= Ken Pollet =

Ken Pollet, the stage name of Elena Ramírez (Málaga, b. 1992), is a Spanish drag king and philosopher. He is one of the most recognized drag kings in Barcelona.

== Career ==
Ken Pollet made his debut in 2018 in Room 3 of the Apolo venue in Barcelona, marking the beginning of his artistic career. For Elena, drag king performances became a way to embrace his identity and masculinity, which had been strongly repressed during childhood.

In 2019, he founded the collective Queer That, a boy band that parodies heteronormativity in their performances.

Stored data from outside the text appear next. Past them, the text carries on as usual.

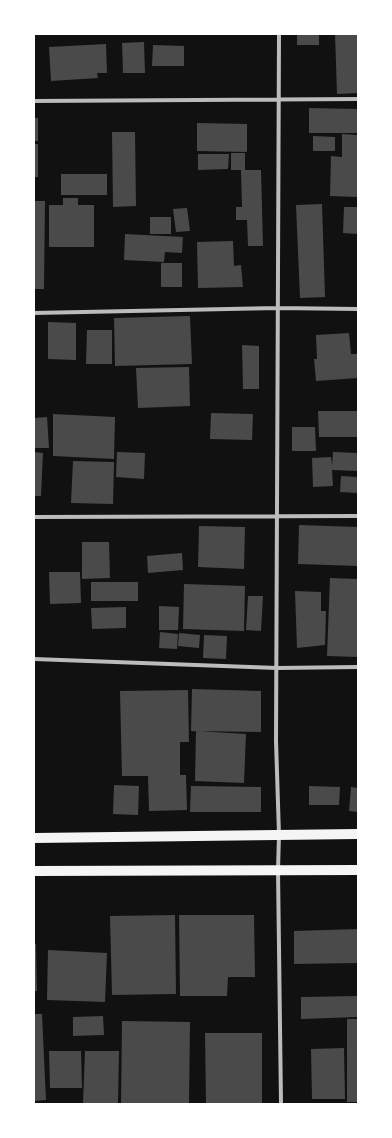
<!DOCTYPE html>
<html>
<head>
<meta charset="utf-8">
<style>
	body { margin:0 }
	#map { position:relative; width:392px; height:1138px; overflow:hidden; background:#111; font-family:Overpass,sans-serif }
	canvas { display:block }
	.frame { position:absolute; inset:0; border:35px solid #fff; pointer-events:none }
</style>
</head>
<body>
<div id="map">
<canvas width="392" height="1138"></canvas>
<div class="frame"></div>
</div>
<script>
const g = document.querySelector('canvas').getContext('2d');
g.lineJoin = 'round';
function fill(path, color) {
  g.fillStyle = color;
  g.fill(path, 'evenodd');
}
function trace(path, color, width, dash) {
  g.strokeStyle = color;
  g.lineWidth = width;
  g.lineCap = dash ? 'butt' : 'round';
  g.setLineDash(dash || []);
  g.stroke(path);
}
const building = new Path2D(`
	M297,34H319V45H297Z
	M335,34H358V93L337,94Z
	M144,42L145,73H123L122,43Z
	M106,44L107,73H97L98,78L51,81L49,47Z
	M153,45L184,46V66H152Z
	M309,108L357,109V133H309Z
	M34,118H38V141H34Z
	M197,123L247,124V152L197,151Z
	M112,132H135L136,206L113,207Z
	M342,134L358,135V197L330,196L331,156L342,157Z
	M313,136L335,137V151H313Z
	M34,144H38V177H34Z
	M231,153H245V170H231Z
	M198,154H229L228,169L198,170Z
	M241,170H261L263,246H248L247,220H236V207H242Z
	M61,174H107V195H61Z
	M63,198H78V205H94V247H49V205H63Z
	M34,201H45L44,289H34Z
	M322,204L325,297L300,298L296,205Z
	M344,207H358V234L343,233Z
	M187,208L190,231L176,232L173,209Z
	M150,217H171V234H150Z
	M125,234L183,237L182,253L165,252L164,262L124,260Z
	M233,241L234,266L241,265L243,287L198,288L197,242Z
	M161,263H182V287H161Z
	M190,316L192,364L115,366L114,318Z
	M48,322L76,323V360L48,359Z
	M87,330H112V364H86Z
	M349,333L351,354H358V378L316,381L314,359H317L316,335Z
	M242,345L259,346V389H243Z
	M189,367L190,406L138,408L136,368Z
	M318,411H358V437H319Z
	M211,413L253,414L252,440L210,439Z
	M53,414L115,417L114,459L53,456Z
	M47,417L49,448H34V418Z
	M292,427H315L316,451H292Z
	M34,452L43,453L41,496H34Z
	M117,452L145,453L144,479L116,477Z
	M333,452L358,453V471L332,470L333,486L313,487L312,458L331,457L332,466Z
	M73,461L114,462L113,504L71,503Z
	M341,476L358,477V493L340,492Z
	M299,525L358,527V566L298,564Z
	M199,526L245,527L244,569L198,567Z
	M82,542H109L110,578L82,579Z
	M182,553L183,570L148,573L147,556Z
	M49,572H80L81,603L50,604Z
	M330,578L358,579V657L327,656Z
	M91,582H138V601H91Z
	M184,584L245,586L244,631L183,629Z
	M295,591L321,592V611H326L325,645L297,648Z
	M248,596H263L261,631L246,630Z
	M159,606L179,607L178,630H159Z
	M126,607V628L92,629L91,608Z
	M160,632L178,634L177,649L159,648Z
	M179,633L200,635L199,648L178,646Z
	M204,635L227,636L226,659L203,658Z
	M192,689L261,691V732L191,731Z
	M188,690L189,742H180V775H186L187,810L149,811L148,776H122L120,691Z
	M196,731L246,734L244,783L195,781Z
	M114,785L139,786L138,815L113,814Z
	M191,786L261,787V812H190Z
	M309,786L340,787L339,805H309Z
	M351,787L358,788V812L349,811Z
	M175,915L176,994L112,995L110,916Z
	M179,915H254L255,977H228L227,996H180Z
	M358,929V963L294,964V931Z
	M34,944H36L37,991H34Z
	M48,950L107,953L105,1002L47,1000Z
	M358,996V1017L301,1019V997Z
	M34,1014H42L46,1100L34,1101Z
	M103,1016L104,1035L73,1036V1017Z
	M347,1019H358V1102H347Z
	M122,1021L190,1022L189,1104H121Z
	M205,1033H262V1104H206Z
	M344,1048L345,1099H312L311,1049Z
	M49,1051H81L82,1088H50Z
	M85,1051H119L118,1104H83Z`);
const minor = new Path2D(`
	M279,34L276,741L279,835L278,870L281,1104
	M34,101L358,99
	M34,313L277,308L358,309
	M34,517L358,516
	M34,659L277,668L358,667`);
const primary = new Path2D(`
	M34,838L358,834
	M34,871L358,870`);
fill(building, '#4a4a4a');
trace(minor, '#bcbcbc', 4);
trace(primary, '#f5f5f5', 10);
</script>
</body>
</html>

Since 2019, he has organized workshops, debates, and interviews, and has produced shows aimed at promoting drag king culture in Spain. Among the most notable is KINGS: Drag King Anti-Race, a recurring show that has held four editions since its inception. The latest edition featured international artists appearing in Spain for the first time, including Mo B. Dick, Bridge Markland, Buba Sababa, Alexander Cameltoe, Nancy, and Papi Pistola.

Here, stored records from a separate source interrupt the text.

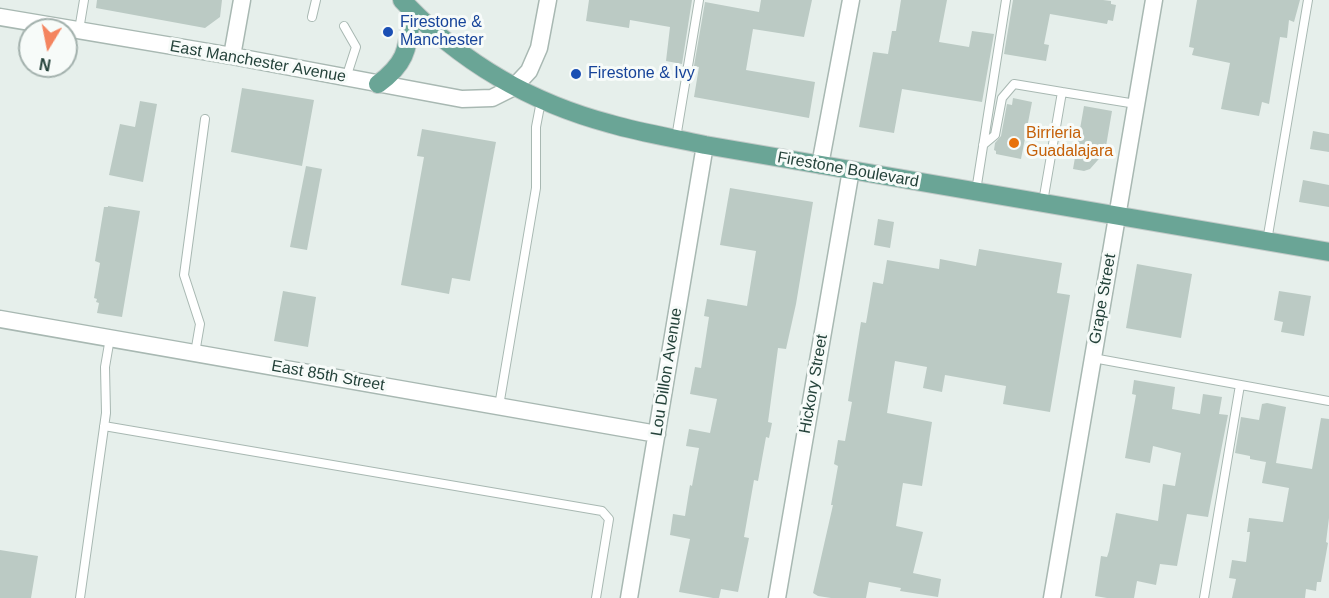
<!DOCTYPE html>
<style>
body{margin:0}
#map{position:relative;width:1329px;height:598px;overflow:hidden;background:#e6efeb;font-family:Arial,sans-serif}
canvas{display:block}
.north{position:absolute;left:18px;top:18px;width:60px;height:60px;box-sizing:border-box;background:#f7fbf9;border:2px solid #a3b1ad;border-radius:50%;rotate:190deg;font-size:16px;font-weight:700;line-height:24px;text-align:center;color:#24423a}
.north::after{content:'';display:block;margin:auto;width:21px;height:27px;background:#f4845f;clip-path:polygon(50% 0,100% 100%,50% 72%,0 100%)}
</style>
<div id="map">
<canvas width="1329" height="598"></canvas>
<div class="north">N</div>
</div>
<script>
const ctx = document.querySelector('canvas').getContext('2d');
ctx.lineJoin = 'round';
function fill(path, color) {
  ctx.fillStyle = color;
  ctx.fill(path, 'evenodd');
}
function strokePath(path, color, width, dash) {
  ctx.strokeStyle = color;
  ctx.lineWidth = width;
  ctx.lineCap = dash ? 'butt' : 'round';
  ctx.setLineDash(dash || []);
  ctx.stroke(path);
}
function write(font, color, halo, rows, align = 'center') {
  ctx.font = font + ' Arial,sans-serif';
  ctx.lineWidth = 6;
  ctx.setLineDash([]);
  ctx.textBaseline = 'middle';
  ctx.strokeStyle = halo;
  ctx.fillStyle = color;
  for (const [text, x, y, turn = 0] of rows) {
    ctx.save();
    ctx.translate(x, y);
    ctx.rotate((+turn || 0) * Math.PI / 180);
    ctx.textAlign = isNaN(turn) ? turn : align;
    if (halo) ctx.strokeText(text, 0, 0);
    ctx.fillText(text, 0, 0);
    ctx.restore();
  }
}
const building = new Path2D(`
 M 97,0 L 222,0 L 220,17 L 205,28 L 96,8 Z
 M 589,0 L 692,0 L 682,64 L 666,61 L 670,27 L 630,20 L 629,28 L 586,21 Z
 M 761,0 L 812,0 L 804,37 L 753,29 L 746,70 L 815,82 L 809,118 L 694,97 L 699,67 L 694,66 L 705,2 L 759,12 Z
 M 901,0 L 947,0 L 939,42 L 969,47 L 972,31 L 994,34 L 982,102 L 902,89 L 894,133 L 859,127 L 873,52 L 888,54 L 892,31 L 896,31 Z
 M 1013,0 L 1103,0 L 1111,1 L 1111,4 L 1116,5 L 1113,21 L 1108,20 L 1107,24 L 1050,14 L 1044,44 L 1049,45 L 1046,61 L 1004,54 Z
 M 1197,0 L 1300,0 L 1294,22 L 1289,20 L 1287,38 L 1280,37 L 1269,104 L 1262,102 L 1259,116 L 1221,109 L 1230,63 L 1192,55 L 1194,48 L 1189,47 Z
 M 242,88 L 314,100 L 302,166 L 231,152 Z
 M 1013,98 L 1032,102 L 1021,159 L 996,154 L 996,151 L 994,150 L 995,143 L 1001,136 L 1007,104 L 1012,105 Z
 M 140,101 L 157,104 L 143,182 L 109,175 L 120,124 L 135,127 Z
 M 1084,106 L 1112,111 L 1105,152 L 1090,169 L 1084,171 L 1073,169 Z
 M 422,129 L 496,142 L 470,281 L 452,278 L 449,294 L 401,285 L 424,157 L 417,156 Z
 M 1313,131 L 1329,134 L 1329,152 L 1310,149 Z
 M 306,166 L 322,169 L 307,250 L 290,247 Z
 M 1303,180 L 1329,185 L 1329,207 L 1299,202 Z
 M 730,188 L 813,202 L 796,304 L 786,349 L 778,348 L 768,422 L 772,423 L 769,438 L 766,437 L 758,481 L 754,480 L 744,537 L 749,538 L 738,592 L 721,589 L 719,598 L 713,598 L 679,592 L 690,539 L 670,535 L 673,514 L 685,516 L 690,485 L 692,486 L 699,448 L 686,446 L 689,429 L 710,433 L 717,399 L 690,394 L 695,367 L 701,368 L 709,317 L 704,316 L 707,299 L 747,306 L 756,251 L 720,245 Z
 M 108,206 L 140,211 L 122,317 L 97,313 L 99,303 L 96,302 L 97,299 L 94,298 L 100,263 L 95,261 L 104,207 L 108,207 Z
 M 878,219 L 894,222 L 890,248 L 874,245 Z
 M 979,249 L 1062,263 L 1057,293 L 1070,295 L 1050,412 L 1003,404 L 1006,386 L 945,375 L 942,392 L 923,388 L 927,367 L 895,361 L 887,413 L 932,422 L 922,486 L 903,483 L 896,526 L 923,532 L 913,573 L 941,579 L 938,597 L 900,591 L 901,588 L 869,582 L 866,598 L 831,598 L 818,596 L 813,593 L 833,505 L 831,505 L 838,466 L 834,464 L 838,440 L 845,441 L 852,402 L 848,401 L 861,322 L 866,323 L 873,282 L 883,284 L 887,260 L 939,269 L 940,259 L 976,266 Z
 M 1137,264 L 1192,274 L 1181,338 L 1126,328 Z
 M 283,291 L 316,297 L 308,347 L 274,341 Z
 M 1279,291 L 1311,296 L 1304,336 L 1281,332 L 1283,322 L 1274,320 Z
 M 1134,380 L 1175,387 L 1172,409 L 1200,414 L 1203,394 L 1222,397 L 1219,414 L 1228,415 L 1208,517 L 1187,514 L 1177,566 L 1160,564 L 1156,585 L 1137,581 L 1134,598 L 1107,598 L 1095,596 L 1101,556 L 1107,557 L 1109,551 L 1116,513 L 1158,521 L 1163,484 L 1175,486 L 1181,453 L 1153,446 L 1150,463 L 1125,458 L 1136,395 L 1132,394 Z
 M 1267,403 L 1286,407 L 1276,463 L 1312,469 L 1321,418 L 1329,419 L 1329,518 L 1326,542 L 1328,543 L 1321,582 L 1317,582 L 1316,591 L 1306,589 L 1305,598 L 1232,598 L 1236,579 L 1229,578 L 1232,560 L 1246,562 L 1250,532 L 1247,532 L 1249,518 L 1283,522 L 1289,488 L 1262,483 L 1266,462 L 1250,459 L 1250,456 L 1235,453 L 1241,417 L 1259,420 L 1262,404 Z
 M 0,550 L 38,556 L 31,598 L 0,598 Z`);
const service = new Path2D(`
 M 312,17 L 316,0
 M 344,26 L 356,47 L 346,78
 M 79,30 L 84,0
 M 676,138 L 699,0
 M 983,145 L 995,135 L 1002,98 L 1014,84 L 1062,92
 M 976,191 L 1006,0
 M 1043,202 L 1062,92 L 1136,104
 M 1267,241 L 1308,0
 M 195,353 L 200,324 L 184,275 L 205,119
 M 1093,358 L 1329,401
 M 499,406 L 536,188 L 536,127 L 541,101
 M 104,426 L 602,511 L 609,519 L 596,598
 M 80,598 L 106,413 L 105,367 L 110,338
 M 1204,598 L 1240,385`);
const minor = new Path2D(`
 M 0,17 L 232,56 L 462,99 L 492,98 L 514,87 L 529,71 L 539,48 L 548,0
 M 232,56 L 242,0
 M 820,165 L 851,0
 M 0,319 L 657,434
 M 629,598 L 705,145
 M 777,598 L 851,170
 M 1052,598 L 1154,0`);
const primary = new Path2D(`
 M 402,0 C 459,61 531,103 611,124 C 642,133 674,138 705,145 L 1329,252
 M 378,84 C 409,61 407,47 412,11`);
const markers = [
 [388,32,6,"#1a4fb4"],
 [576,74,6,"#1a4fb4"],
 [1014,143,6,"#e8710a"]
];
const transitNames = [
 ["Firestone &",400,23],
 ["Manchester",400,41],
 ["Firestone & Ivy",588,74]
];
const streetNames = [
 ["East Manchester Avenue",258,62,10],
 ["Firestone Boulevard",848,170,10],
 ["Grape Street",1103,299,-80],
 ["Lou Dillon Avenue",667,372,-81],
 ["East 85th Street",328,376,10],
 ["Hickory Street",814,384,-80]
];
const foodNames = [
 ["Birrieria",1026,134],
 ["Guadalajara",1026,152]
];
fill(building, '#bbcac4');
strokePath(service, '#a8b8b2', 10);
strokePath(minor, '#a8b8b2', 19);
strokePath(primary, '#c2cac8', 20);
strokePath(service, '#fff', 8);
strokePath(minor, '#fff', 16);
strokePath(primary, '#6aa596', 18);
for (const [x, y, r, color] of markers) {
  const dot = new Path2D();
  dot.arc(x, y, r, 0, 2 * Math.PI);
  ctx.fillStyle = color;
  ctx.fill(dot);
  strokePath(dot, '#f7fbf9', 2);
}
write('16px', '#164399', '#f7fbf9', transitNames, 'left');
write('16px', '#24423a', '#f7fbf9', streetNames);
write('16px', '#c56008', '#f7fbf9', foodNames, 'left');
</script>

Pollet cites numerous queer artists, primarily from the Spanish and Chilean scenes, as influences on his artistic development and performative activism.

In 2022, he collaborated with director and producer Erika Lust to create a film based on his drag king workshops.

Pollet has given several interviews across radio, web, and television. In 2023, he appeared on the Catalan television program Plaça Tísner, where he promoted the International Drag Kings Revolution event, which he organized.